I miss all of you. Know that today, just a year now since we drove away from Cameron Park, down through El Dorado Hills, and Folsom, and Sacramento, and up into the "wilds" of Oregon, you are, each of you, in my thoughts--even though letters to some of you are long overdue. I love you all. And, of course, I hope to see you soon.

Friday, December 01, 2006

Fine Art Friday

The past week has been a blur. But the philosophy paper is written (with an English, and possibly a music paper left to revise, an anthropology take-home final left to write, and much studying left to do), finals are almost here, I got some sleep yesterday (some, but still not enough), and in a little over a week I'll be headed in this direction.

For today's Fine Art Friday, I'm posting a picture I've been thinking a lot about this week: Brueghel's "Landscape with the Fall of Icarus." Icarus is in the bottom right corner; you can see him, dimly, sinking into the bay, just two thin white legs. W.H. Auden has a poem based on the painting which I've pasted below. I like his interpretation of the art, although my own interpretation takes off in a slightly different direction.

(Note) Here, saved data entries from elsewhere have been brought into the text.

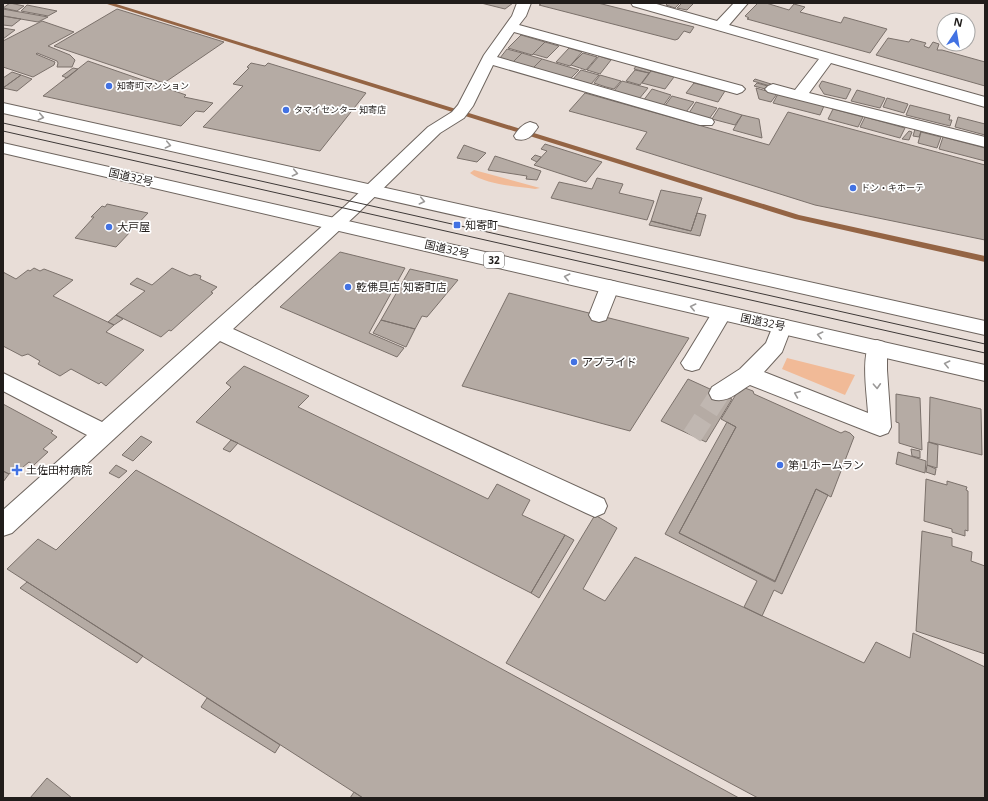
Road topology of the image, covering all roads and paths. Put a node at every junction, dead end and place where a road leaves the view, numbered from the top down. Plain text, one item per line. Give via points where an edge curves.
1 (524, 3) edge
2 (638, 3) edge
3 (741, 3) edge
4 (720, 27) junction
5 (511, 28) junction
6 (827, 58) junction
7 (489, 59) junction
8 (737, 89) dead end
9 (774, 89) dead end
10 (799, 95) junction
11 (985, 102) edge
12 (3, 108) edge
13 (706, 122) dead end
14 (985, 142) edge
15 (3, 148) edge
16 (372, 190) junction
17 (336, 224) junction
18 (609, 287) junction
19 (722, 313) junction
20 (599, 315) dead end
21 (782, 326) junction
22 (985, 328) edge
23 (218, 331) junction
24 (877, 348) junction
25 (692, 363) dead end
26 (985, 373) edge
27 (748, 375) junction
28 (3, 381) edge
29 (720, 394) tunnel mouth
30 (105, 434) junction
31 (595, 506) dead end
32 (3, 525) edge

1 - 5 main road
2 - 4 main road
3 - 4 main road
4 - 6 main road
5 - 7 main road
5 - 8 main road
6 - 10 main road
6 - 11 main road
7 - 13 main road
7 - 16 main road via 461,111 437,127
9 - 10 main road
10 - 14 main road
12 -> 16 main road
15 - 17 main road, 国道32号 / 32
16 - 17 main road
16 -> 22 main road
18 -> 17 main road, 国道32号 / 32
17 - 23 main road
19 -> 18 main road, 国道32号 / 32
18 - 20 main road
19 - 21 main road, 国道32号 / 32
19 - 25 main road
24 -> 21 main road, 国道32号 / 32
21 - 27 main road via 775,347
23 - 30 main road
23 - 31 main road
26 -> 24 main road, 国道32号 / 32
24 -> 27 main road via 880,427
27 - 29 main road
28 - 30 main road
30 - 32 main road

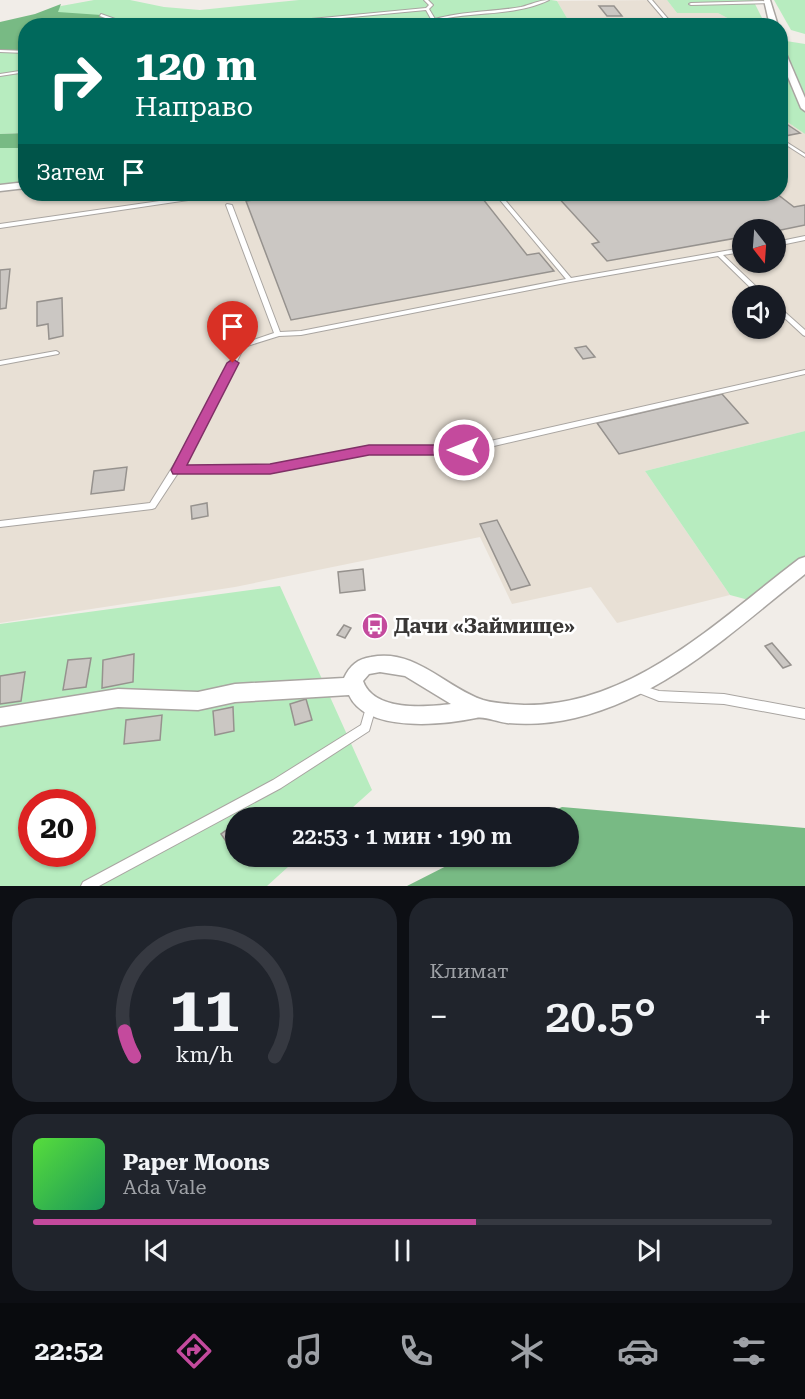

A book, Theories of Judgment, has also been recommended to me this past week--it has a great chapter based on some art analysis, similar to the sort of thing I find myself doing with the "Fall of Icarus." I think I'll likely read it over Christmas break, if I can order it through the library.

Musee des Beaux Arts
W.H. Auden

About suffering they were never wrong,
The Old Masters: how well they understood
Its human position; how it takes place
While someone else is eating or opening a window or just walking dully along;
How, when the aged are reverently, passionately waiting
For the miraculous birth, there always must be
Children who did not specially want it to happen, skating
On a pond at the edge of the wood:
They never forgot
That even the dreadful martyrdom must run its course
Anyhow in a corner, some untidy spot
Where the dogs go on with their doggy life and the torturer's horse
Scratches its innocent behind on a tree.

In Breughel's Icarus, for instance: how everything turns away
Quite leisurely from the disaster; the plowman may
Have heard the splash, the forsaken cry,
But for him it was not an important failure; the sun shone
As it had to on the white legs disappearing into the green
Water; and the expensive delicate ship that must have seen
Something amazing, a boy falling out of the sky,
Had somewhere to get to and sailed calmly on.